Greater Toronto Area home sales climbed 10.4 per cent in June from a year earlier, to 8,860, which was down from a month earlier.

Average prices rose 3 per cent to $832,703 from a year ago, but were down from May, while the MLS Home Price Index, which is considered a better measure, rose 3.6 per cent since the previous June.

Of course, home type and location are still everything, and a detached home in Toronto’s 416 area code will still run you an average of $1.3-million, which is actually down 1.6 per cent from a year ago.

The sharp year-over-year gains were “still versus a very easy comparison when the market was struggling a year ago,” said Bank of Montreal senior economist Robert Kavcic, noting that, on a May-to-June basis, sales dipped after three straight “solid” months.

“Over all, the market balance was relatively steady and indicative of a market that has all but balanced out – the sales-to-new-listings ratio is close to the 10-year average again,” Mr.
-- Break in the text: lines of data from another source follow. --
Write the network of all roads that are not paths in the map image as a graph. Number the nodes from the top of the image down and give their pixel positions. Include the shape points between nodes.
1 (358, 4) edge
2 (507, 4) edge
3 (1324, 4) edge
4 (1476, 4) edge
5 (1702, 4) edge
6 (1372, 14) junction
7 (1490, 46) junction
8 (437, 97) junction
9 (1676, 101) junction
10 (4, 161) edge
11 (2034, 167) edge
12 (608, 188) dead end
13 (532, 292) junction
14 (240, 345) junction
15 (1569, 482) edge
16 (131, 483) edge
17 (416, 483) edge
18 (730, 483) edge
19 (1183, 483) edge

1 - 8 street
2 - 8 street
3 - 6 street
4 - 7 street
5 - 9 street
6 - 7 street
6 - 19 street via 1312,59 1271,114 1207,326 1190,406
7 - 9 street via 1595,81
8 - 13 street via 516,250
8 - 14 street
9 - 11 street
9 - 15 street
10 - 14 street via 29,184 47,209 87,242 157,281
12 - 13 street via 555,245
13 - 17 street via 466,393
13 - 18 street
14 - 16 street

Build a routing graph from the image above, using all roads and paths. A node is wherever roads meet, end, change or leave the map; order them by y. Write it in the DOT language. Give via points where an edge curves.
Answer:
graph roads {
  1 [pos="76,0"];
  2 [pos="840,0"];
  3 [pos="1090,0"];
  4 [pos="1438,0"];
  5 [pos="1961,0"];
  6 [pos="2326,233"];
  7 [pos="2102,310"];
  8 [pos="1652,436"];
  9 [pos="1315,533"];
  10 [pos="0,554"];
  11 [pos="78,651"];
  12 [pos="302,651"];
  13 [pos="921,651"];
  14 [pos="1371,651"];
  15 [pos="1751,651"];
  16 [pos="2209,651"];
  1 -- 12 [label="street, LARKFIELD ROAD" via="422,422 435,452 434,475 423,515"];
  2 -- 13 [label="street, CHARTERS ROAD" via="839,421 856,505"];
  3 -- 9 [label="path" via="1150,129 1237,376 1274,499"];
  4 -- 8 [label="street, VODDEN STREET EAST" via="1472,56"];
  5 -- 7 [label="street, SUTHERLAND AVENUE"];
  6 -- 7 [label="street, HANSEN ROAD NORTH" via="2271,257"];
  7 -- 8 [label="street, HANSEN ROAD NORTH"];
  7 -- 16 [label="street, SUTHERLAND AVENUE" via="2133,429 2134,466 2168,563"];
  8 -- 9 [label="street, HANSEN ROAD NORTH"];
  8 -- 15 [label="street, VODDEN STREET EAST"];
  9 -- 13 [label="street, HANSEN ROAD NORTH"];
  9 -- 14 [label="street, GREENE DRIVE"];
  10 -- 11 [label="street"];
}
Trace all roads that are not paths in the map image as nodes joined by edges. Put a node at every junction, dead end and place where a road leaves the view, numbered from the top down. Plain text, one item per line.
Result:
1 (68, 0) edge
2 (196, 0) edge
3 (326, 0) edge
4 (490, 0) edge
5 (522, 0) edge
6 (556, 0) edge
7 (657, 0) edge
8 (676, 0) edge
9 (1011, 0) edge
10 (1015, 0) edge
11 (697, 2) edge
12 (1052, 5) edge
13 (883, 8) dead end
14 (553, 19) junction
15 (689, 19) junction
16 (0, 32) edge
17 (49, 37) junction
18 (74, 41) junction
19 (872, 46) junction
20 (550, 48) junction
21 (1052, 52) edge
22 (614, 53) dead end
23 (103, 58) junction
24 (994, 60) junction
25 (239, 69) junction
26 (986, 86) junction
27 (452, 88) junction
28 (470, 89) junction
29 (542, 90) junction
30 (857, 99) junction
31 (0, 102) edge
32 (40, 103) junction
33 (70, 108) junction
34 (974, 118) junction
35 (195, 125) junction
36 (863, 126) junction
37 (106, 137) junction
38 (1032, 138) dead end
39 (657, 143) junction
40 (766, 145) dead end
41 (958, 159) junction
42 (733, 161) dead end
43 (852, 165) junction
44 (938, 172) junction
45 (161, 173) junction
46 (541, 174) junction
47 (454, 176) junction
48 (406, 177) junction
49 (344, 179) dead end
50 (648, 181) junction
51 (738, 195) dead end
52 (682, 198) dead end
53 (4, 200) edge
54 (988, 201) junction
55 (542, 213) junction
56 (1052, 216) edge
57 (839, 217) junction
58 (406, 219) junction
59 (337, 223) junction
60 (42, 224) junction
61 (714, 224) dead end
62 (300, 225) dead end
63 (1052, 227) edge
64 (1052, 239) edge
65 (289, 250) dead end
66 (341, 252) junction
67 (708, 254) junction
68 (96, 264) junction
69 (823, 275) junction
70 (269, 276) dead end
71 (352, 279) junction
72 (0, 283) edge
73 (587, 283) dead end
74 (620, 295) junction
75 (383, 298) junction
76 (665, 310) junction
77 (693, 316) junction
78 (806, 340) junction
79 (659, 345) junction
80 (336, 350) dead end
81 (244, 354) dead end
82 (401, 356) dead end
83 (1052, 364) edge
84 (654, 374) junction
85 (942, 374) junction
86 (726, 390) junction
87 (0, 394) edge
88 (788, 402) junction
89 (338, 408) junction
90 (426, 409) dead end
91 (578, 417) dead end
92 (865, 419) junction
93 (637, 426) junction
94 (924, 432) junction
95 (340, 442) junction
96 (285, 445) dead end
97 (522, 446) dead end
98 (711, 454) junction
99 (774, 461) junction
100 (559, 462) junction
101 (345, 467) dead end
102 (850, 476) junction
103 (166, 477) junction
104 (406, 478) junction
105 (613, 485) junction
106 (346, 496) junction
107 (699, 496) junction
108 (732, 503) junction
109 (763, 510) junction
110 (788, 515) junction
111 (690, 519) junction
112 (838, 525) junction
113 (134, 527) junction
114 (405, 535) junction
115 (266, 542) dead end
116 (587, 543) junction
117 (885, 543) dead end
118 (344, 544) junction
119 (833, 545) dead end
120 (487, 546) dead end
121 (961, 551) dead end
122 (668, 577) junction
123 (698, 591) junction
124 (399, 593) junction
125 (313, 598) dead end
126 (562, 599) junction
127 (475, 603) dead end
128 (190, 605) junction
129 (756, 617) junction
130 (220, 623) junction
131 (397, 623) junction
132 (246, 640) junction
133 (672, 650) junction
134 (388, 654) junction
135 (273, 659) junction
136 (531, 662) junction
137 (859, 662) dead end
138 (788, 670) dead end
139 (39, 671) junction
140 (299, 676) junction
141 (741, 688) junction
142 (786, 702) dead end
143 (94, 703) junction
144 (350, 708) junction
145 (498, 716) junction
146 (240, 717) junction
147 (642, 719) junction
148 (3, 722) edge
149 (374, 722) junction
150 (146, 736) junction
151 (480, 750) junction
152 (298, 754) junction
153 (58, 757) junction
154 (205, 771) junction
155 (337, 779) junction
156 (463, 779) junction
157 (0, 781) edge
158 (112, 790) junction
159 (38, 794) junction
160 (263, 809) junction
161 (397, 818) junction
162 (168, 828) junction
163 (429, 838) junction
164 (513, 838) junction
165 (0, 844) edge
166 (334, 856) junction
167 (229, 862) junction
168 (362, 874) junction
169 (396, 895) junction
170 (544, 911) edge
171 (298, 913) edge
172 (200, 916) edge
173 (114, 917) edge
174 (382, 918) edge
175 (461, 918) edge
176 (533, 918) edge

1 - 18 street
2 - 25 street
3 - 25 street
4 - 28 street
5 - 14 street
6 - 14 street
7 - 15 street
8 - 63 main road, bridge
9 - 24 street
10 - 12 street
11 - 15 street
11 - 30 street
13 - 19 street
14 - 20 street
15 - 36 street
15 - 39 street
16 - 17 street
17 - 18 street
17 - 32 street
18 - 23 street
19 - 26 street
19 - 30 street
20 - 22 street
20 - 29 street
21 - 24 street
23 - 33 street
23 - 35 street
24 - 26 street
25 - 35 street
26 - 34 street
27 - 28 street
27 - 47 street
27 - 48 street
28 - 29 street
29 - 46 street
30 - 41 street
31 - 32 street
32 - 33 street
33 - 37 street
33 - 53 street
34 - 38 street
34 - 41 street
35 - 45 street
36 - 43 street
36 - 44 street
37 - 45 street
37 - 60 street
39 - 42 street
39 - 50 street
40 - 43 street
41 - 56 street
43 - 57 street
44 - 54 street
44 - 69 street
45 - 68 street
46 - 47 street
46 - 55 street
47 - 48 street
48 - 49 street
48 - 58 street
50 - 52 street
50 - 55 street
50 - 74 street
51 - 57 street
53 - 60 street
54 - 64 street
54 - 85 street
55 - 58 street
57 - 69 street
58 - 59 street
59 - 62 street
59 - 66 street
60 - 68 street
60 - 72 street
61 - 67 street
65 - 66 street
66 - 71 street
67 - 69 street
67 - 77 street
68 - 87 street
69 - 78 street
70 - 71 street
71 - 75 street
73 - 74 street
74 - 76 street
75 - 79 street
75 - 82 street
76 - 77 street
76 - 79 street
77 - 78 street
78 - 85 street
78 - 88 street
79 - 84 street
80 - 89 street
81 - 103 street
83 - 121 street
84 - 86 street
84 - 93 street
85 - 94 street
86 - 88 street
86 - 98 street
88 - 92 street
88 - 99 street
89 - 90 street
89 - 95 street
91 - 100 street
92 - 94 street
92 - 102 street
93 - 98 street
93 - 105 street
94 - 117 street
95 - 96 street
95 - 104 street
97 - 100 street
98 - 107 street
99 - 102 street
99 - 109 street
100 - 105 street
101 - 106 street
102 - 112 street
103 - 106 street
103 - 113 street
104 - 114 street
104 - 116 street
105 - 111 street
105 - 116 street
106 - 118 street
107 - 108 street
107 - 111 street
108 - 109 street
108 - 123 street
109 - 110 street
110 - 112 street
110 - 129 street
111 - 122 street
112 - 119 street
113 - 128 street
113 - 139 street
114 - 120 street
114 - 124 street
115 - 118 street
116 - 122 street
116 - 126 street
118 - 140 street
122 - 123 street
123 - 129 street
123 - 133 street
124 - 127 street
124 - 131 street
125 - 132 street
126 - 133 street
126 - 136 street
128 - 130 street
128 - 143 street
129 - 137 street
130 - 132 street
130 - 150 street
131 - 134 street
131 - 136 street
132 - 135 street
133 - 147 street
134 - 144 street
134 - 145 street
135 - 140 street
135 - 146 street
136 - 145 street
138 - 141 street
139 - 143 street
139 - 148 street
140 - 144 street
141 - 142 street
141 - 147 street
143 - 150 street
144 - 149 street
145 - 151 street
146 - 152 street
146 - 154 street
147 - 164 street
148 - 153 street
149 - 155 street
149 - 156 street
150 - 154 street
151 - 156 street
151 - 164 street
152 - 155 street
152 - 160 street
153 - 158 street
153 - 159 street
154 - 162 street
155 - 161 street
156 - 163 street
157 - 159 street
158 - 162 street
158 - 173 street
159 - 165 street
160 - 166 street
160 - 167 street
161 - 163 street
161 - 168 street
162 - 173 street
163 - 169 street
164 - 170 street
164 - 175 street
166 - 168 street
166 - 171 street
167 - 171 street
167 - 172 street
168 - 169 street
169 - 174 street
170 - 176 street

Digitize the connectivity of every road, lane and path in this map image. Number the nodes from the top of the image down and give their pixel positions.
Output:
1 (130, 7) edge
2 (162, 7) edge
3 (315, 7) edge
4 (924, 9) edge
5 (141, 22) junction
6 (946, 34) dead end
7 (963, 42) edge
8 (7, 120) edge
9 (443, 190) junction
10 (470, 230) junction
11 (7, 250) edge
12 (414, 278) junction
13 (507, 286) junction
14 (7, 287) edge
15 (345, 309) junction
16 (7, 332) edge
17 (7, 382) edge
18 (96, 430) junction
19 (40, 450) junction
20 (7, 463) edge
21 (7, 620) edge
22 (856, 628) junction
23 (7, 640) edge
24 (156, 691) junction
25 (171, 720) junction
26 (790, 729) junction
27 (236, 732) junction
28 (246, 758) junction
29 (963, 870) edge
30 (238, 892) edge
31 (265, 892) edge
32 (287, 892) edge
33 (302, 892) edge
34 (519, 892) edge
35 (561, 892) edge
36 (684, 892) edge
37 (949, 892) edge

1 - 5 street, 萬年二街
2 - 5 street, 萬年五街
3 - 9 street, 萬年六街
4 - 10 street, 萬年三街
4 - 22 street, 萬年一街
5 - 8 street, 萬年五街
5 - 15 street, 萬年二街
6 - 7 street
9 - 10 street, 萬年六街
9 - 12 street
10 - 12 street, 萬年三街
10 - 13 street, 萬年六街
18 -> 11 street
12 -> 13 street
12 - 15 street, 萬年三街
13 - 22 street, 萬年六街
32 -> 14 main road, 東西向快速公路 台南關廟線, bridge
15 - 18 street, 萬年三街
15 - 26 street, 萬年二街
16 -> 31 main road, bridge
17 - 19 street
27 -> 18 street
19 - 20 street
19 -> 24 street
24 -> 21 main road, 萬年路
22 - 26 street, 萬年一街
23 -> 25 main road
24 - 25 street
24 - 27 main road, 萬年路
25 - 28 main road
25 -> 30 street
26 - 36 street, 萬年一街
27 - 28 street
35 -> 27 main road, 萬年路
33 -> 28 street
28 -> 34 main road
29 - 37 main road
Kavcic said.

“That has helped firm up prices, and June was no exception.”

New listings in the region dipped 0.4 per cent in June, pulling active listings down 5.7 per cent.

“All told, this is playing out largely as expected, with the market firming up after absorbing past policy changes, and with the help of meaningfully lower five-year fixed-mortgage rates,” said BMO’s Mr. Kavcic.

The first half of the year tells a “similar story” to June alone, compared with a year earlier, TREB said.

“Sales were up by 8.5 per cent, while new listings were up by less than 1 per cent,” the group said.

“This shows that sales accounted for a greater share of listings compared to last year, which means that competition between buyers increased, resulting in renewed price growth in many segments of the market.”